Detective Inspector Tom Hadley said there was no evidence the children Mohammed exploited ever saw any of the drugs money.

He added: ‘Children are often groomed to deal drugs with false promises of money and the allure of leading an exciting lifestyle.

‘In reality, we found three children inside a one-bed flat alongside two Class A drug users surrounded by used syringes.

‘The place was filthy, cold and there was no food in the kitchen; the children looked drawn, tired and hungry.

‘They were not wearing new trainers or designer clothes, they didn’t have new phones or gadgets.

‘They were not making money – they were having their childhood stolen from them by Mohammed who considered them expendable ‘workhorses’.

‘That’s the reality for children that are lured into this world through false promises.

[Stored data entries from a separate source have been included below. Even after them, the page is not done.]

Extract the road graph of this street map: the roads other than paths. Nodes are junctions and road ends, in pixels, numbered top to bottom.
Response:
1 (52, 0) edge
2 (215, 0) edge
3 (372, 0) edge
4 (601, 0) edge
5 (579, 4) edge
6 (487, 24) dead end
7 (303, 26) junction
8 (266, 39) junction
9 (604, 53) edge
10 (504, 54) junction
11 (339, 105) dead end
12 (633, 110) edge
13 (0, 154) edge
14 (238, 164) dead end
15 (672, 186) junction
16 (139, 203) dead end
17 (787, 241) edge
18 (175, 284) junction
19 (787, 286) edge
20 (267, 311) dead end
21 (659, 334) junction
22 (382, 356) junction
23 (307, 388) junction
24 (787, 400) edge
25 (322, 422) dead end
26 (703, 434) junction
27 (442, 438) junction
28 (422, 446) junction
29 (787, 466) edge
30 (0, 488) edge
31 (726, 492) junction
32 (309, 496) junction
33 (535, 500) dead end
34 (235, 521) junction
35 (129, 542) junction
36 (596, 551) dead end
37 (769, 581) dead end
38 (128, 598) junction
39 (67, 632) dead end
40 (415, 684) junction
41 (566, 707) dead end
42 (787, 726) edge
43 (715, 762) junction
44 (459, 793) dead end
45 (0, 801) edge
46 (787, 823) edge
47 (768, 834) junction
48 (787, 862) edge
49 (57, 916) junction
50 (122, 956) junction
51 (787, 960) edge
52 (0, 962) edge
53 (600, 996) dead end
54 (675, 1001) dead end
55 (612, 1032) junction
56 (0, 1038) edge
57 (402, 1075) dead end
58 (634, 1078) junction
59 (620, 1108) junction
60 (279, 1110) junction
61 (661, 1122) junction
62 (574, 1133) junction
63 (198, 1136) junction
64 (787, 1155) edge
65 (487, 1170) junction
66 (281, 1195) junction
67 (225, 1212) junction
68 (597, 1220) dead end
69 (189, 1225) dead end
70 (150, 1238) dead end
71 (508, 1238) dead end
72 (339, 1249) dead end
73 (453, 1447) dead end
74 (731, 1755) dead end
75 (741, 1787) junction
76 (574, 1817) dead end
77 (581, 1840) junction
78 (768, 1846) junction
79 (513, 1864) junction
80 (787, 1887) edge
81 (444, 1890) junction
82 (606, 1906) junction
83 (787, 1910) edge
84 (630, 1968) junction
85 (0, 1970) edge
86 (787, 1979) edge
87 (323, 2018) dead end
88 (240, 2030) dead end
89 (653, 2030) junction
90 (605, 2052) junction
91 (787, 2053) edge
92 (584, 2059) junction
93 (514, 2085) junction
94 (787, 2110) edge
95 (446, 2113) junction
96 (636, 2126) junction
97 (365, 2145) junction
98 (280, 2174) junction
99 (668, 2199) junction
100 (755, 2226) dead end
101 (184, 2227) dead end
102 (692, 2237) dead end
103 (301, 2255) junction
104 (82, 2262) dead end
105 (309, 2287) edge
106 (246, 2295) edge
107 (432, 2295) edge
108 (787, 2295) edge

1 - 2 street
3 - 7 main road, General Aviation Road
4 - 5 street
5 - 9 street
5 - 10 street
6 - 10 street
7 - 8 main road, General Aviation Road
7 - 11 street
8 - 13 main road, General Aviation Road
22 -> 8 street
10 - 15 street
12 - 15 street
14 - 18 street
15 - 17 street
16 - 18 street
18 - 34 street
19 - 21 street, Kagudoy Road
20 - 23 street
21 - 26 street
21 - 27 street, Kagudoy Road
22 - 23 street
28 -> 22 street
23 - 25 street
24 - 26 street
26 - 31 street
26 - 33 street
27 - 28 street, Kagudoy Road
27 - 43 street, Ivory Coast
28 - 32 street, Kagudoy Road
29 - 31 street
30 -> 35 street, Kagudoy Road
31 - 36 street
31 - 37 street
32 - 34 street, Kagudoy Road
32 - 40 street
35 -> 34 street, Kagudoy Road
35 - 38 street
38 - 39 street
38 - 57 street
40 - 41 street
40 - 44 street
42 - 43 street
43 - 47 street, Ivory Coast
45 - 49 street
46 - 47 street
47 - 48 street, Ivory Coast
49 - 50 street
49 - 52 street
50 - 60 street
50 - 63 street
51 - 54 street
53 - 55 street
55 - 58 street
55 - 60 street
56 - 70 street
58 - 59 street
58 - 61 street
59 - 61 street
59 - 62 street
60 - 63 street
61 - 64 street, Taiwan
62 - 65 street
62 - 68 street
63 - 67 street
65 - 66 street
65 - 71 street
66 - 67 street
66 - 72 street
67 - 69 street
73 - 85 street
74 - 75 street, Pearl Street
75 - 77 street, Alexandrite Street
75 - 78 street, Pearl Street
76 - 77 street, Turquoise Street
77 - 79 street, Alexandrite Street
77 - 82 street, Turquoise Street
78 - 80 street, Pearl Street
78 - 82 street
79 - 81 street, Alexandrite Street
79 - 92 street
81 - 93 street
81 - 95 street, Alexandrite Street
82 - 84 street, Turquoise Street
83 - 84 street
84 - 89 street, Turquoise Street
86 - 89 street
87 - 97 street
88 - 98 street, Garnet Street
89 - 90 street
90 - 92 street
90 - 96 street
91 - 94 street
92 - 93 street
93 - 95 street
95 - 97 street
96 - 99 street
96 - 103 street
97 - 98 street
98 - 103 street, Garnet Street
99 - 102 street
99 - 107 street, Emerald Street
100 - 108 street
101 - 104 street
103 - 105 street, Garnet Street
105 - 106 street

‘Mohammed has been convicted of trafficking three vulnerable children but we suspect there were many more.

‘On this occasion we treated them as victims, not drug dealers, because they were being groomed and exploited.

‘They have been referred via the Human Trafficking National Referral Mechanism where they and their families can receive wraparound support from child services and hopefully be steered towards brighter futures.’